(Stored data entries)
-.-.-

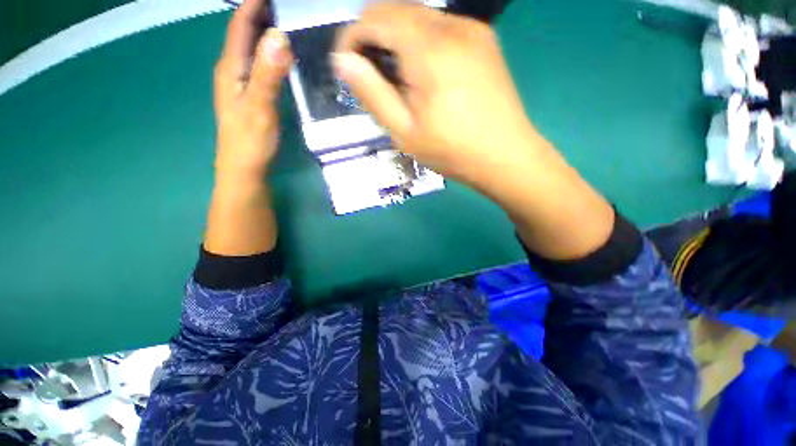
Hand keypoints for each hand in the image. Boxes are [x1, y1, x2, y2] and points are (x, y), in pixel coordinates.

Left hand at [213, 0, 292, 179]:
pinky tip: (279, 53)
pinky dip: (267, 52)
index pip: (240, 25)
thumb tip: (279, 36)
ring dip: (263, 30)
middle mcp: (232, 70)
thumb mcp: (260, 107)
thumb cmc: (250, 141)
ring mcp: (240, 83)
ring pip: (250, 48)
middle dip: (259, 13)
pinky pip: (257, 64)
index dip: (254, 5)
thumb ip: (268, 74)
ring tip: (283, 19)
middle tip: (283, 6)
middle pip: (244, 32)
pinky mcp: (249, 95)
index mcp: (231, 68)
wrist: (244, 168)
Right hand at [336, 4, 614, 260]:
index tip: (348, 68)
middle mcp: (452, 26)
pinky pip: (441, 28)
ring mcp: (472, 30)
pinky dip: (421, 43)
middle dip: (374, 38)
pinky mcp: (484, 40)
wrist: (505, 156)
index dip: (352, 38)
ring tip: (399, 81)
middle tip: (373, 78)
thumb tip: (343, 60)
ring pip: (418, 17)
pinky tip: (425, 75)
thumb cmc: (452, 151)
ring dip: (398, 41)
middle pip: (396, 10)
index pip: (374, 17)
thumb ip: (372, 92)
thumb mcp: (404, 131)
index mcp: (428, 49)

-.-.-

Each line from the one with "index dip: (352, 38)" through the last line of the records must be written out word for word. Include nothing else.

WRITTEN SOLUTION
index dip: (352, 38)
ring tip: (399, 81)
middle tip: (373, 78)
thumb tip: (343, 60)
ring pip: (418, 17)
pinky tip: (425, 75)
thumb cmc: (452, 151)
ring dip: (398, 41)
middle pip: (396, 10)
index pip: (374, 17)
thumb ip: (372, 92)
thumb mcp: (404, 131)
index mcp: (428, 49)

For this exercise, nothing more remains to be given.